Look through the lines below and copy each one that includes "highway".

START Data under study

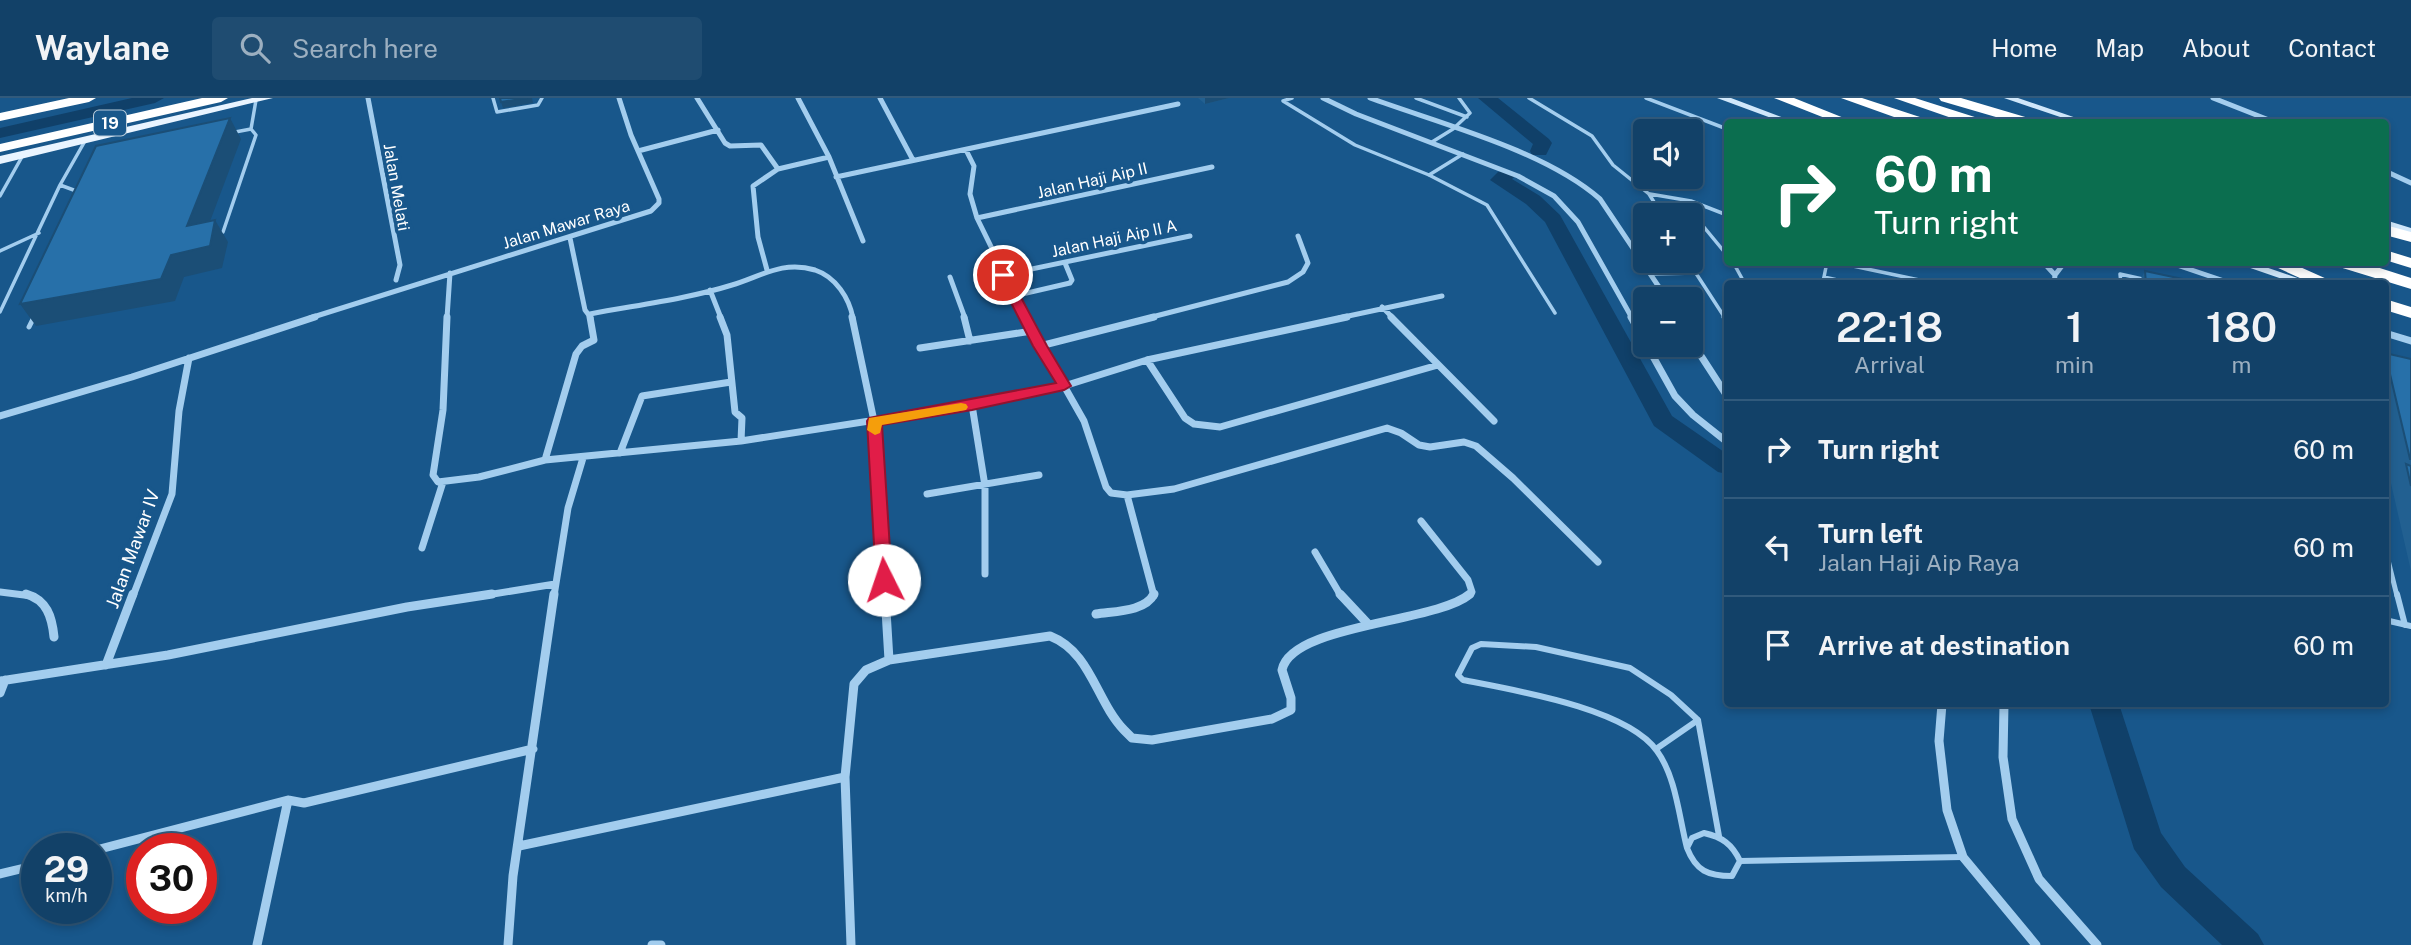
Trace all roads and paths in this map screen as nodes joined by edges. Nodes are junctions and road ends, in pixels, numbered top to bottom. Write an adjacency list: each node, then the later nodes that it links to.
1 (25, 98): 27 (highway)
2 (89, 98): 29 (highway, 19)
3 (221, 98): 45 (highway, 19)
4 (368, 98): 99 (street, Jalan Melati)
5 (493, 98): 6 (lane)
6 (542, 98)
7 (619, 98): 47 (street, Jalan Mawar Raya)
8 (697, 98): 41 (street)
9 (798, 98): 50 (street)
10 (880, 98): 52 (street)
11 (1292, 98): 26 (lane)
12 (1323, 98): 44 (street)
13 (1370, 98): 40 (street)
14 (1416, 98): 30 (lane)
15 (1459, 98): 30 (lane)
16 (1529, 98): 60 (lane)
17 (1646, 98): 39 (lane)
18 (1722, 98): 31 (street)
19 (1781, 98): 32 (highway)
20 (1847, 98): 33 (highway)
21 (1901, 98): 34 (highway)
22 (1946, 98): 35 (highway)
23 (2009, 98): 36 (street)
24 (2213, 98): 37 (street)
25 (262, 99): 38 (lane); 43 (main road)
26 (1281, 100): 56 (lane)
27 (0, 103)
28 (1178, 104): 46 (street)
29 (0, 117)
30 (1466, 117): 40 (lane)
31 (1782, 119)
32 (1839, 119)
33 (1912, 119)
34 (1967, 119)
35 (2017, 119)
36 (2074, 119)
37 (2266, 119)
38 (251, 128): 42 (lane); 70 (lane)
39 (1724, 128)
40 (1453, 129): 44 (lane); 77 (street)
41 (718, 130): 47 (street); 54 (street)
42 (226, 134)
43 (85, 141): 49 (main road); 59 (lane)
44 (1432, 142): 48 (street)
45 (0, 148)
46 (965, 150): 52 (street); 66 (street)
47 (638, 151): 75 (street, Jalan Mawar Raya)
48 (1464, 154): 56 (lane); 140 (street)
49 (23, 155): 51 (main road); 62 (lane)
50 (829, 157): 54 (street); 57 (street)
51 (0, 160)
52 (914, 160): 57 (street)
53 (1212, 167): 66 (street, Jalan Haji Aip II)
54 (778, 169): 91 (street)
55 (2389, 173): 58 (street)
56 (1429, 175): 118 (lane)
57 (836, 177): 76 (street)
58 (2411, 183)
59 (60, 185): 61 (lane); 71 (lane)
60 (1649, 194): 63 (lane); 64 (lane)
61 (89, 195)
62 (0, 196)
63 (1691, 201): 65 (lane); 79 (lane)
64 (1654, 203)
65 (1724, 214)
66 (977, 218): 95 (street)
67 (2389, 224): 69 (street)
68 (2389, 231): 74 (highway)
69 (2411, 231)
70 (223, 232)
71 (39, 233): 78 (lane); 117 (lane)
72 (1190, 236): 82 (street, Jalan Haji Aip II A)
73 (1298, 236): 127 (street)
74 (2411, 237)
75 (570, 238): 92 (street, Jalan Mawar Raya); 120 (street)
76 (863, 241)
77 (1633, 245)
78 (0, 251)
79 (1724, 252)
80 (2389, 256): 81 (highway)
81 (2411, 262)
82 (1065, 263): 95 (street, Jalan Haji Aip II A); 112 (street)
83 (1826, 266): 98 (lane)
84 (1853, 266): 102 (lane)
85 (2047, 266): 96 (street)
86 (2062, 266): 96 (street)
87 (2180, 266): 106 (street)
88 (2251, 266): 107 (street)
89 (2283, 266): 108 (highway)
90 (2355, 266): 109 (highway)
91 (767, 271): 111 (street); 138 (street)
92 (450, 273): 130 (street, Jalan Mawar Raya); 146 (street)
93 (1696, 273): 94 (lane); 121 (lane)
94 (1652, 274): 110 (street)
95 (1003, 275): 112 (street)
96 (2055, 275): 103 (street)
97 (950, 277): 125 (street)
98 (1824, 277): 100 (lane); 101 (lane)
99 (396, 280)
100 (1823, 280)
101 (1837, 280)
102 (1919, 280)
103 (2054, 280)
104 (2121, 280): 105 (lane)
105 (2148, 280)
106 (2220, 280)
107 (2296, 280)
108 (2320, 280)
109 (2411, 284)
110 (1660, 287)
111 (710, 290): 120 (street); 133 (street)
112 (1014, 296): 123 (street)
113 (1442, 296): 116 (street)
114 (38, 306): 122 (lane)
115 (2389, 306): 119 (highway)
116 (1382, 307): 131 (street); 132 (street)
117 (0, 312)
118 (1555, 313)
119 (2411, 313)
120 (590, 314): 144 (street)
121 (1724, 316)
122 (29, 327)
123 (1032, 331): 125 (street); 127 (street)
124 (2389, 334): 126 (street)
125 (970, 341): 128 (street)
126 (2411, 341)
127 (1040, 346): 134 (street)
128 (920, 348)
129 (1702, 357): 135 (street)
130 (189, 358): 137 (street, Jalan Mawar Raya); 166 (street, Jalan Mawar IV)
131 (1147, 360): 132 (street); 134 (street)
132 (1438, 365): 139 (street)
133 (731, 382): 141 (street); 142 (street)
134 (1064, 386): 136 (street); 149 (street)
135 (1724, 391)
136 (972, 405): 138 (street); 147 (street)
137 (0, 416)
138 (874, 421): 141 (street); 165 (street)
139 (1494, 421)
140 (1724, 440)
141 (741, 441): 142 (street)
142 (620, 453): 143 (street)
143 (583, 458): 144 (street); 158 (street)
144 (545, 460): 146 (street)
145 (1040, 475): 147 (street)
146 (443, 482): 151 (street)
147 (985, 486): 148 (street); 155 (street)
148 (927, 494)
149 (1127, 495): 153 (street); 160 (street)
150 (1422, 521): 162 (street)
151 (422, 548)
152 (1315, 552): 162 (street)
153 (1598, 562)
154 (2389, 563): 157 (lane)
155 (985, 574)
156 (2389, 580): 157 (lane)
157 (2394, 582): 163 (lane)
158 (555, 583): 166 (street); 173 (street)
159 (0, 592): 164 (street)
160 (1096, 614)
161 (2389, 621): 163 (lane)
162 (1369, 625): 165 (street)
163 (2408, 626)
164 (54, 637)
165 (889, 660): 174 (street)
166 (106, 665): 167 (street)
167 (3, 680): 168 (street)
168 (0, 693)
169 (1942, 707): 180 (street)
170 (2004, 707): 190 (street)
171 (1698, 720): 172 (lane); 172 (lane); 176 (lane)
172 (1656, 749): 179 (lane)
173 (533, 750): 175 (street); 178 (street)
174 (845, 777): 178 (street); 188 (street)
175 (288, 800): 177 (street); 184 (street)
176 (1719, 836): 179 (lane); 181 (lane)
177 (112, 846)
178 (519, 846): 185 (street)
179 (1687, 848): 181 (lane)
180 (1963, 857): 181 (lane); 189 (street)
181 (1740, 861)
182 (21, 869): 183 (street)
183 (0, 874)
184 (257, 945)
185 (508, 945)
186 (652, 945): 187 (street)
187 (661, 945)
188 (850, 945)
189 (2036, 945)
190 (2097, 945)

END Data under study

Output below:
1 (25, 98): 27 (highway)
2 (89, 98): 29 (highway, 19)
3 (221, 98): 45 (highway, 19)
19 (1781, 98): 32 (highway)
20 (1847, 98): 33 (highway)
21 (1901, 98): 34 (highway)
22 (1946, 98): 35 (highway)
68 (2389, 231): 74 (highway)
80 (2389, 256): 81 (highway)
89 (2283, 266): 108 (highway)
90 (2355, 266): 109 (highway)
115 (2389, 306): 119 (highway)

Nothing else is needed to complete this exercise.